[Dataset entries]

::::

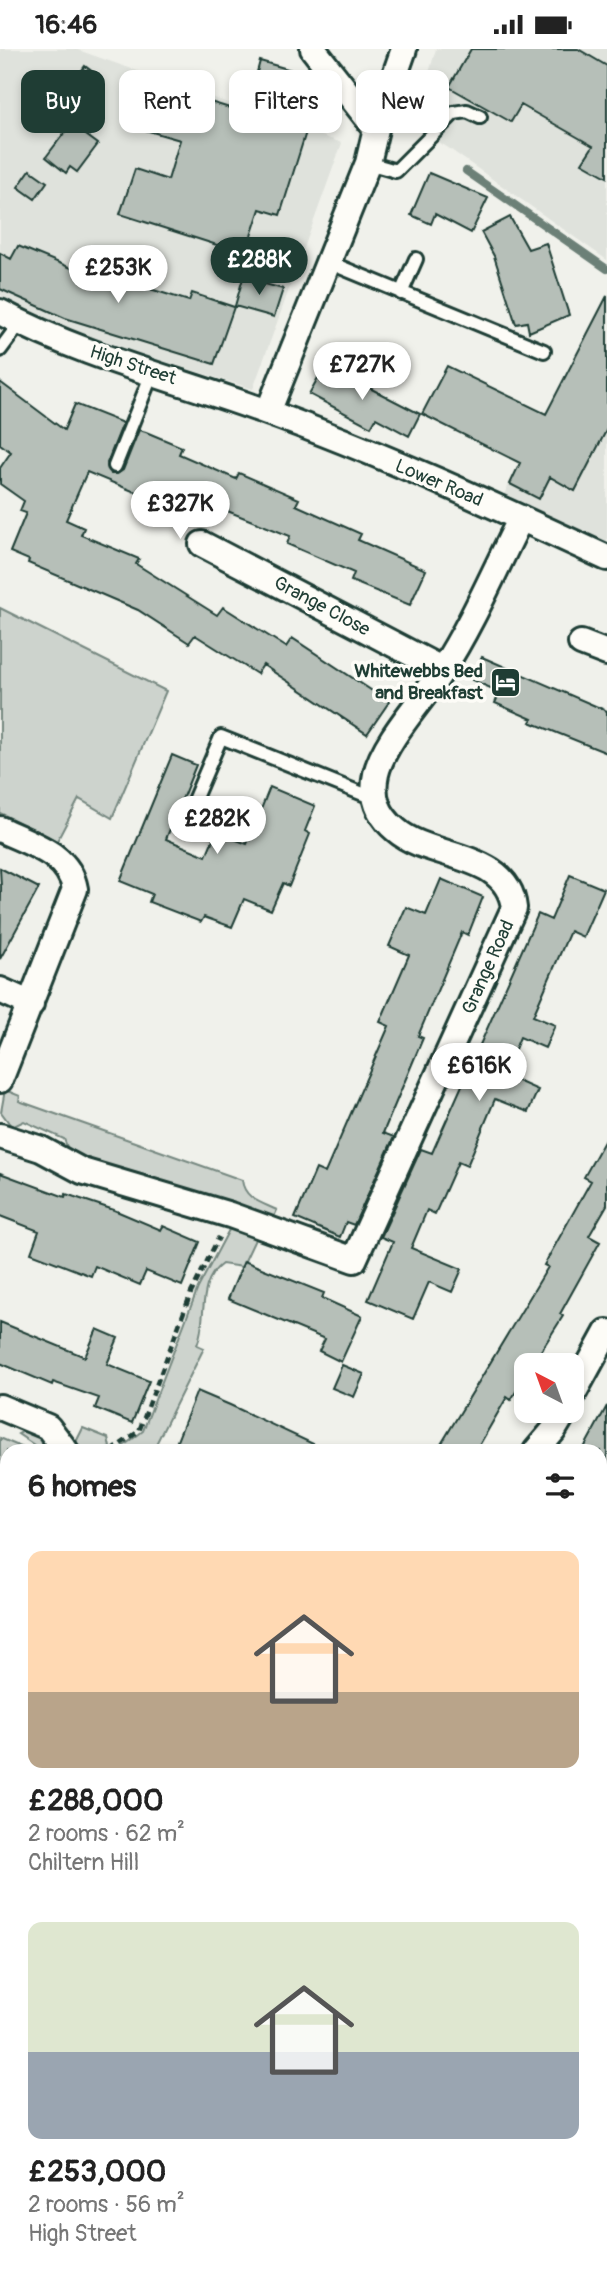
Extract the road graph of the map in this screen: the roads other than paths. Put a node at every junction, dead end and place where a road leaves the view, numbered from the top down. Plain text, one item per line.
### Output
1 (313, 49) edge
2 (404, 49) edge
3 (397, 70) edge
4 (356, 104) edge
5 (480, 117) dead end
6 (375, 133) edge
7 (368, 163) junction
8 (416, 259) dead end
9 (328, 263) junction
10 (401, 293) junction
11 (10, 318) edge
12 (0, 350) edge
13 (544, 351) dead end
14 (153, 371) junction
15 (268, 412) junction
16 (115, 465) dead end
17 (521, 518) junction
18 (202, 544) dead end
19 (607, 558) edge
20 (581, 643) dead end
21 (607, 653) edge
22 (443, 670) junction
23 (374, 795) junction
24 (186, 819) dead end
25 (0, 829) edge
26 (0, 990) edge
27 (31, 1004) junction
28 (0, 1080) edge
29 (0, 1136) edge
30 (607, 1332) edge
31 (584, 1374) edge
32 (0, 1407) edge
33 (558, 1423) edge
34 (61, 1444) edge
35 (542, 1444) edge

1 - 4 street
2 - 3 street
5 - 7 lane
6 - 7 street
7 - 9 street
8 - 10 lane
9 - 10 lane
9 - 15 street
10 - 13 lane
11 - 12 lane
11 - 14 street, High Street
14 - 15 street, High Street
14 - 16 lane
15 - 17 street, Lower Road
17 - 19 street, Lower Road
17 - 22 street
18 - 22 street, Grange Close
20 - 21 street
22 - 23 street
23 - 24 lane
23 - 29 street, Grange Road
25 - 27 street
26 - 27 street
27 - 28 street
30 - 31 street
32 - 34 street
33 - 35 street

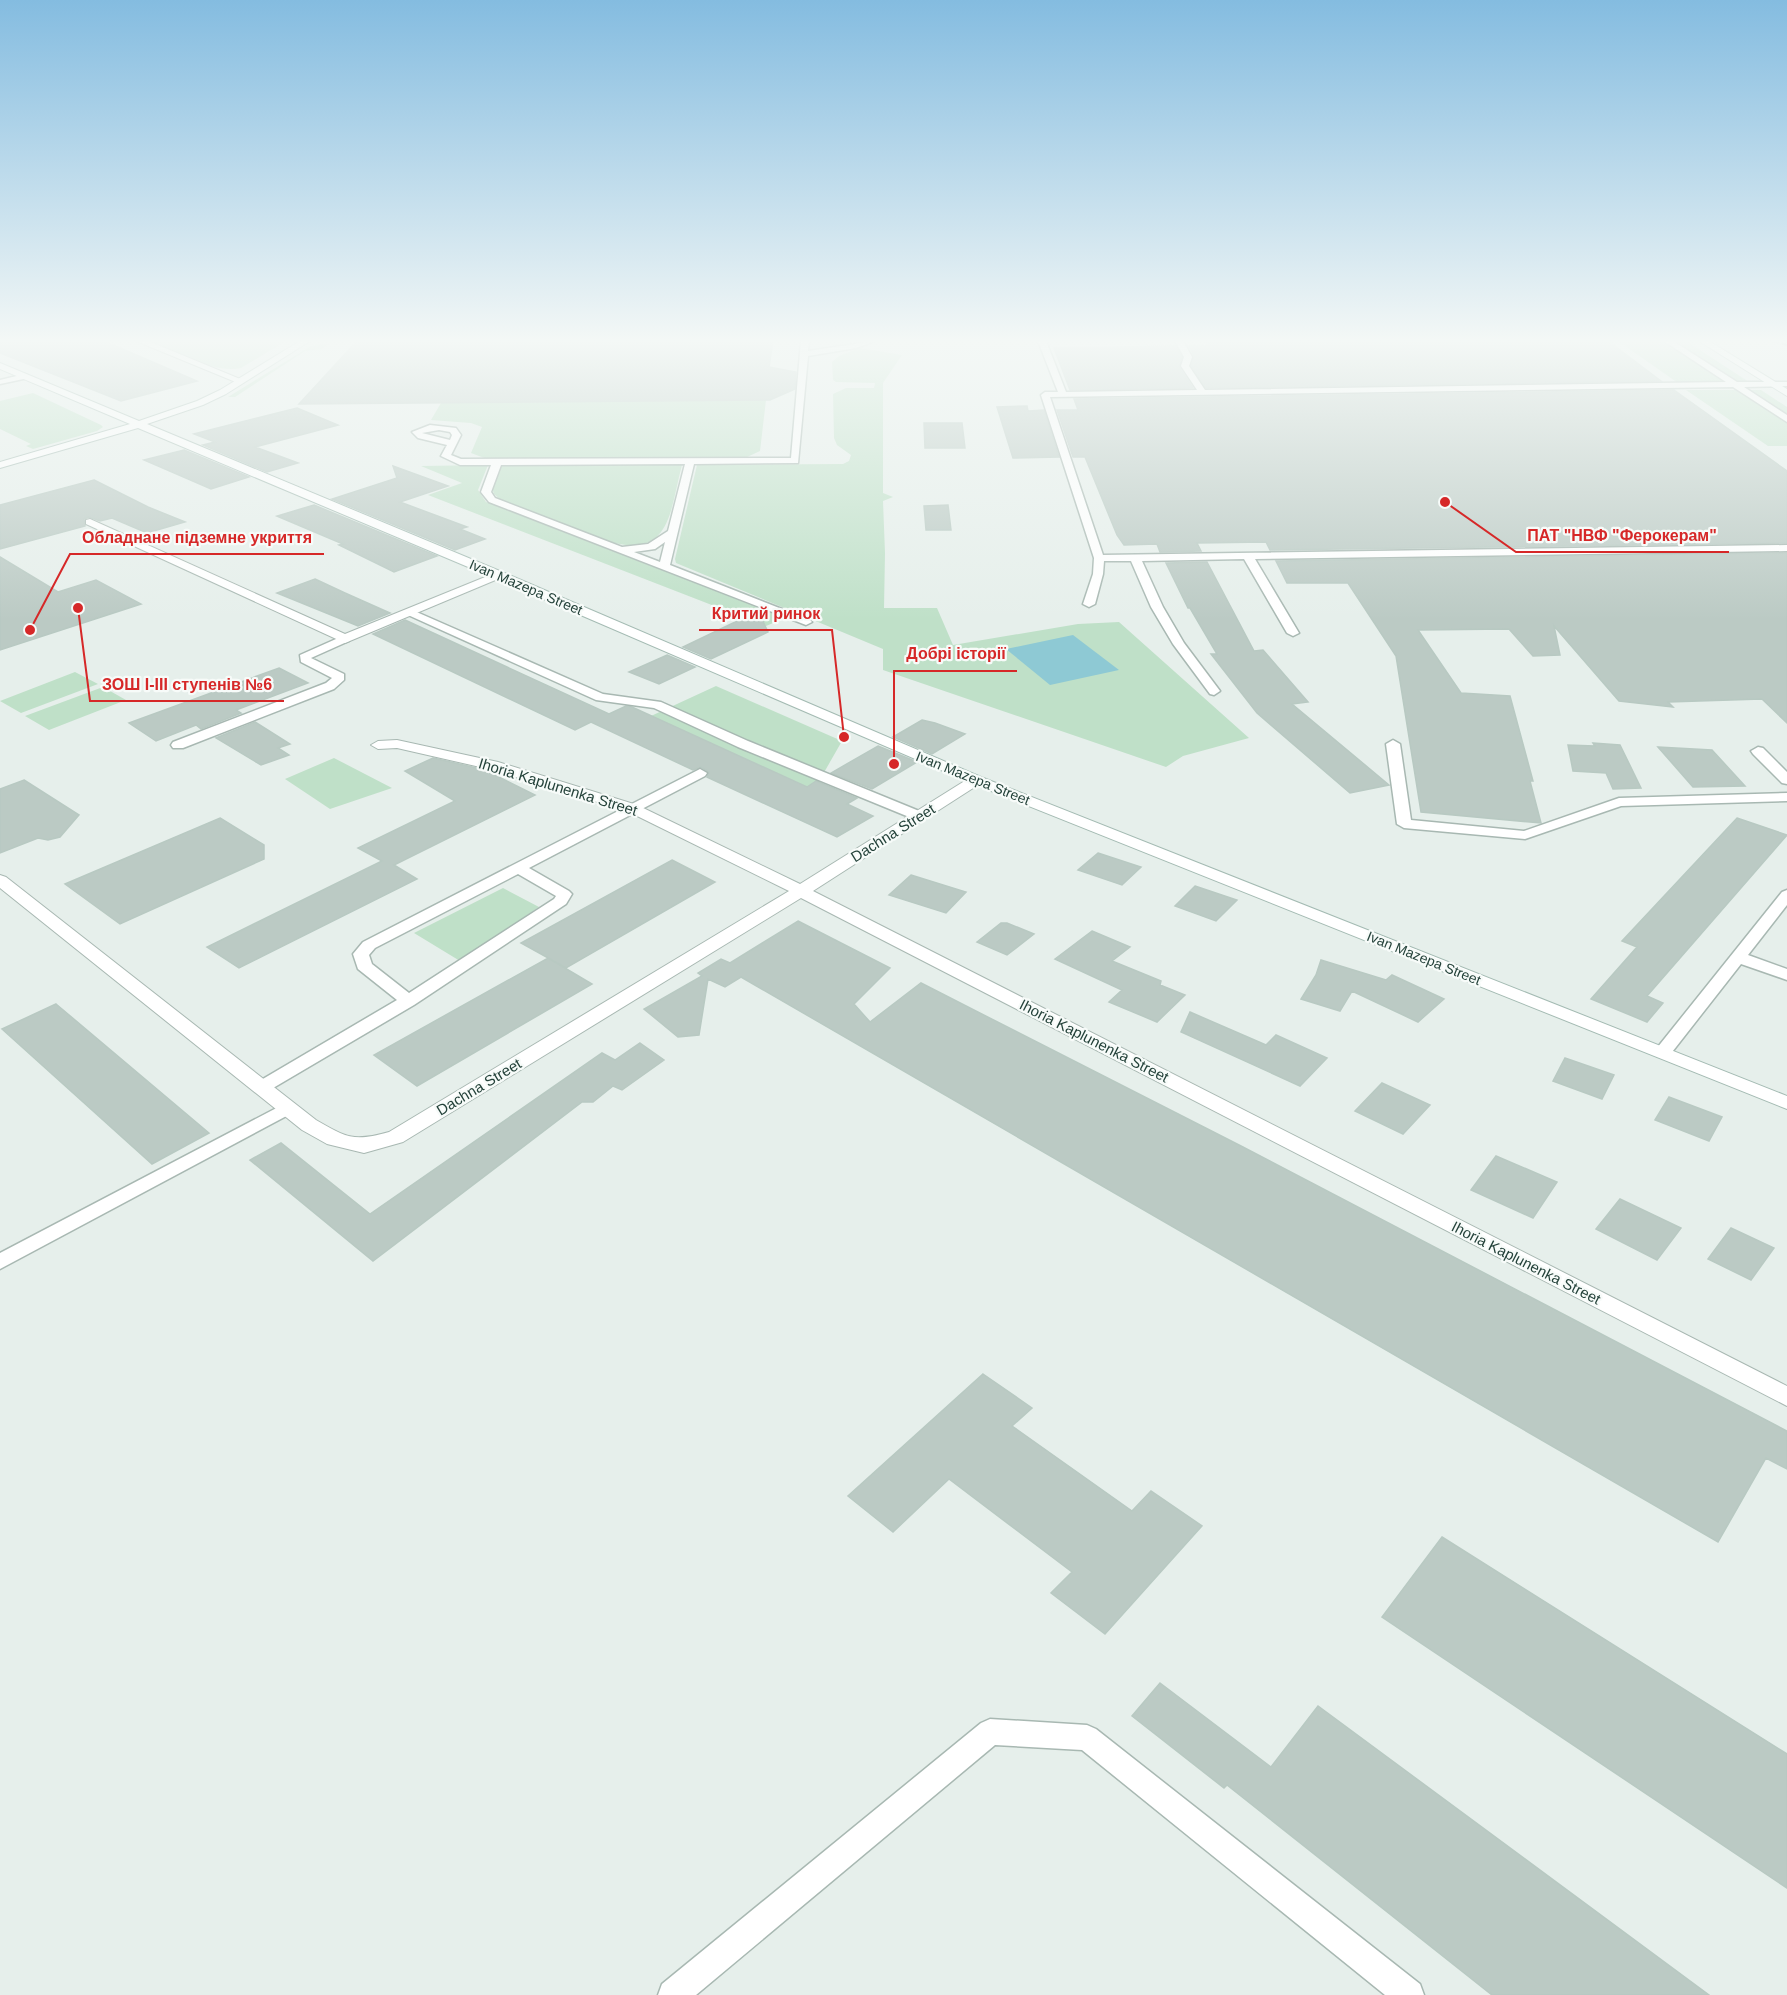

::::

[Task goal] Set down the entries above exactly; no pictures belong in the copy.

[Task result]
Extract the road graph of the map in this screen: the roads other than paths. Put a node at every junction, dead end and place where a road leaves the view, numbered from the top down. Plain text, one item per line.
### Output
1 (313, 49) edge
2 (404, 49) edge
3 (397, 70) edge
4 (356, 104) edge
5 (480, 117) dead end
6 (375, 133) edge
7 (368, 163) junction
8 (416, 259) dead end
9 (328, 263) junction
10 (401, 293) junction
11 (10, 318) edge
12 (0, 350) edge
13 (544, 351) dead end
14 (153, 371) junction
15 (268, 412) junction
16 (115, 465) dead end
17 (521, 518) junction
18 (202, 544) dead end
19 (607, 558) edge
20 (581, 643) dead end
21 (607, 653) edge
22 (443, 670) junction
23 (374, 795) junction
24 (186, 819) dead end
25 (0, 829) edge
26 (0, 990) edge
27 (31, 1004) junction
28 (0, 1080) edge
29 (0, 1136) edge
30 (607, 1332) edge
31 (584, 1374) edge
32 (0, 1407) edge
33 (558, 1423) edge
34 (61, 1444) edge
35 (542, 1444) edge

1 - 4 street
2 - 3 street
5 - 7 lane
6 - 7 street
7 - 9 street
8 - 10 lane
9 - 10 lane
9 - 15 street
10 - 13 lane
11 - 12 lane
11 - 14 street, High Street
14 - 15 street, High Street
14 - 16 lane
15 - 17 street, Lower Road
17 - 19 street, Lower Road
17 - 22 street
18 - 22 street, Grange Close
20 - 21 street
22 - 23 street
23 - 24 lane
23 - 29 street, Grange Road
25 - 27 street
26 - 27 street
27 - 28 street
30 - 31 street
32 - 34 street
33 - 35 street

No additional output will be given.